Search the entries below for the line containing "Turn the roads"; from there to the end, return every line exactly and add nothing.

---- Stored data

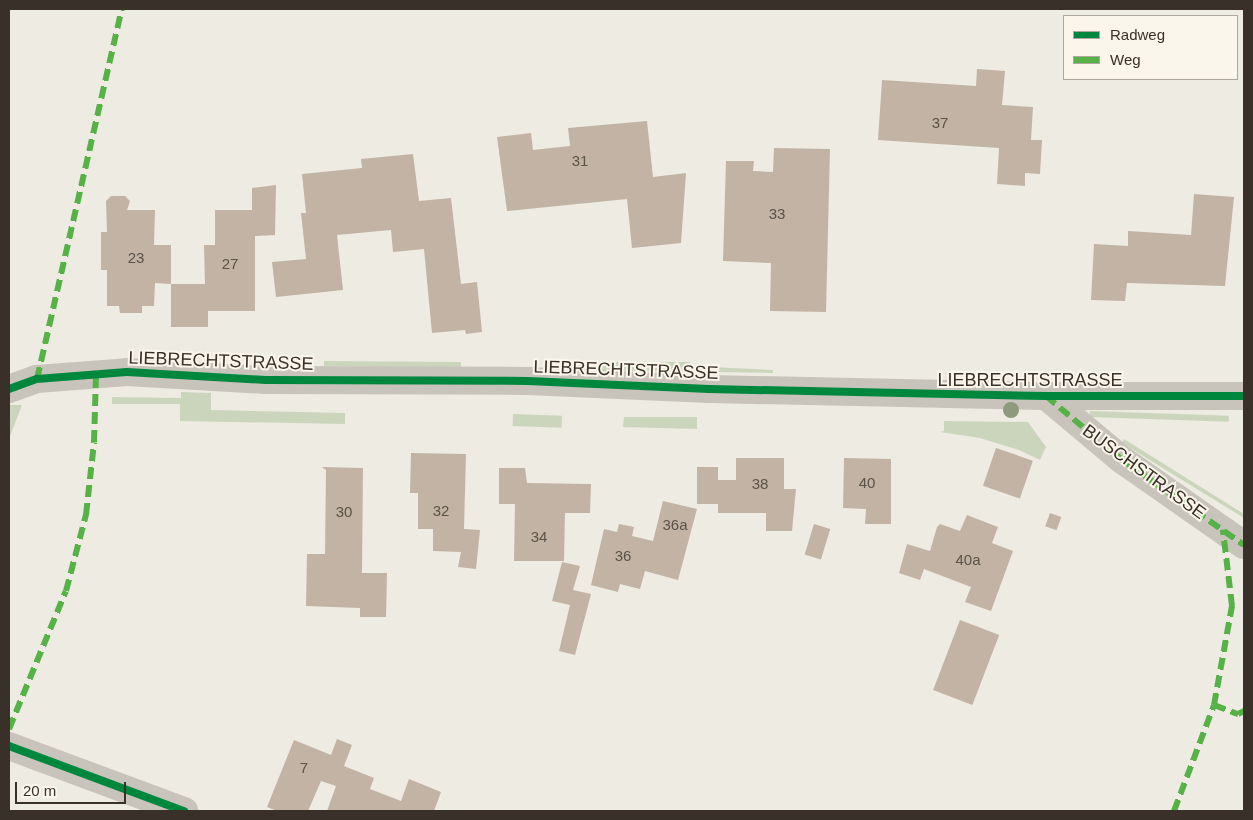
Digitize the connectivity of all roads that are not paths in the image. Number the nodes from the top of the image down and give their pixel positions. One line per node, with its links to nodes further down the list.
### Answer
1 (9, 388): 2 (street, LIEBRECHTSTRASSE)
2 (1046, 396): 3 (street, LIEBRECHTSTRASSE); 4 (street, BUSCHSTRASSE)
3 (1244, 396)
4 (1244, 545)
5 (9, 746): 6 (street)
6 (184, 811)

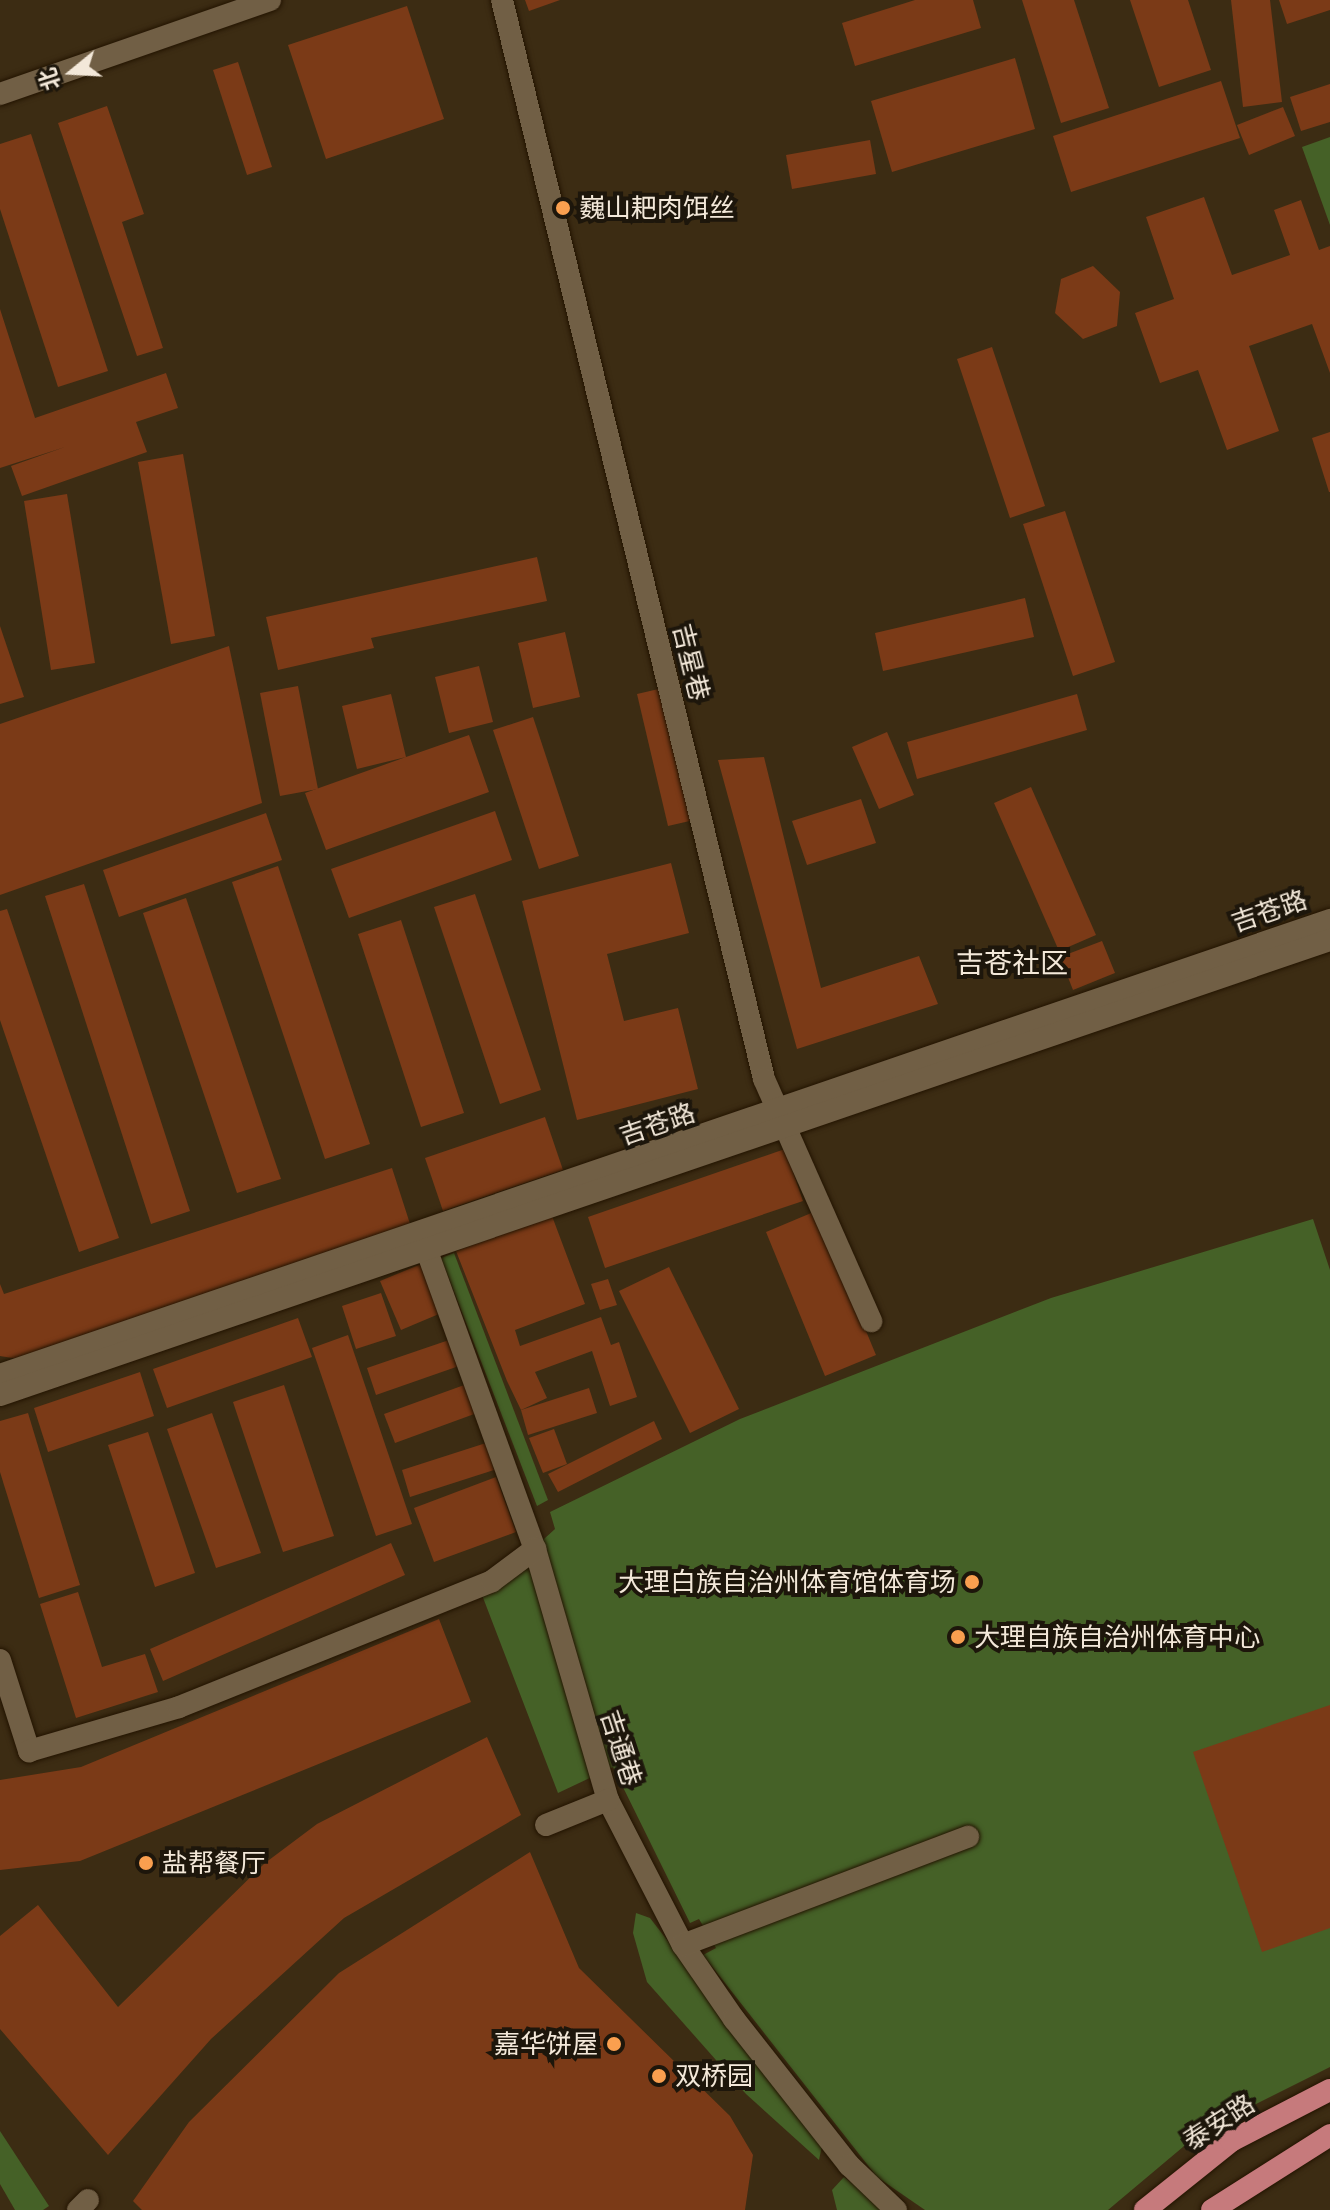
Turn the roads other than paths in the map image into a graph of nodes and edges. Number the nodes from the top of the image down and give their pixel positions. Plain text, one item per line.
1 (270, 0) edge
2 (502, 0) edge
3 (0, 94) edge
4 (1330, 920) edge
5 (1330, 940) edge
6 (785, 1119) junction
7 (424, 1244) junction
8 (871, 1321) dead end
9 (0, 1375) edge
10 (0, 1395) edge
11 (535, 1549) junction
12 (0, 1660) edge
13 (608, 1800) junction
14 (546, 1825) dead end
15 (968, 1837) dead end
16 (683, 1945) junction
17 (1330, 2090) edge
18 (1330, 2135) edge
19 (896, 2210) edge
20 (1145, 2210) edge
21 (1212, 2210) edge

1 - 3 street
2 - 6 street, 吉星巷
4 - 6 street, 吉苍路
5 - 6 street, 吉苍路
6 - 7 street, 吉苍路
6 - 8 street, 吉星巷
7 - 9 street, 吉苍路
7 - 10 street, 吉苍路
7 - 11 street, 吉通巷
11 - 12 street
11 - 13 street, 吉通巷
13 - 14 street
13 - 16 street, 吉通巷
15 - 16 street
16 - 19 street, 吉通巷
17 - 20 main road, 泰安路
18 - 21 main road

--------

• Response to this task:
Turn the roads other than paths in the map image into a graph of nodes and edges. Number the nodes from the top of the image down and give their pixel positions. Plain text, one item per line.
1 (270, 0) edge
2 (502, 0) edge
3 (0, 94) edge
4 (1330, 920) edge
5 (1330, 940) edge
6 (785, 1119) junction
7 (424, 1244) junction
8 (871, 1321) dead end
9 (0, 1375) edge
10 (0, 1395) edge
11 (535, 1549) junction
12 (0, 1660) edge
13 (608, 1800) junction
14 (546, 1825) dead end
15 (968, 1837) dead end
16 (683, 1945) junction
17 (1330, 2090) edge
18 (1330, 2135) edge
19 (896, 2210) edge
20 (1145, 2210) edge
21 (1212, 2210) edge

1 - 3 street
2 - 6 street, 吉星巷
4 - 6 street, 吉苍路
5 - 6 street, 吉苍路
6 - 7 street, 吉苍路
6 - 8 street, 吉星巷
7 - 9 street, 吉苍路
7 - 10 street, 吉苍路
7 - 11 street, 吉通巷
11 - 12 street
11 - 13 street, 吉通巷
13 - 14 street
13 - 16 street, 吉通巷
15 - 16 street
16 - 19 street, 吉通巷
17 - 20 main road, 泰安路
18 - 21 main road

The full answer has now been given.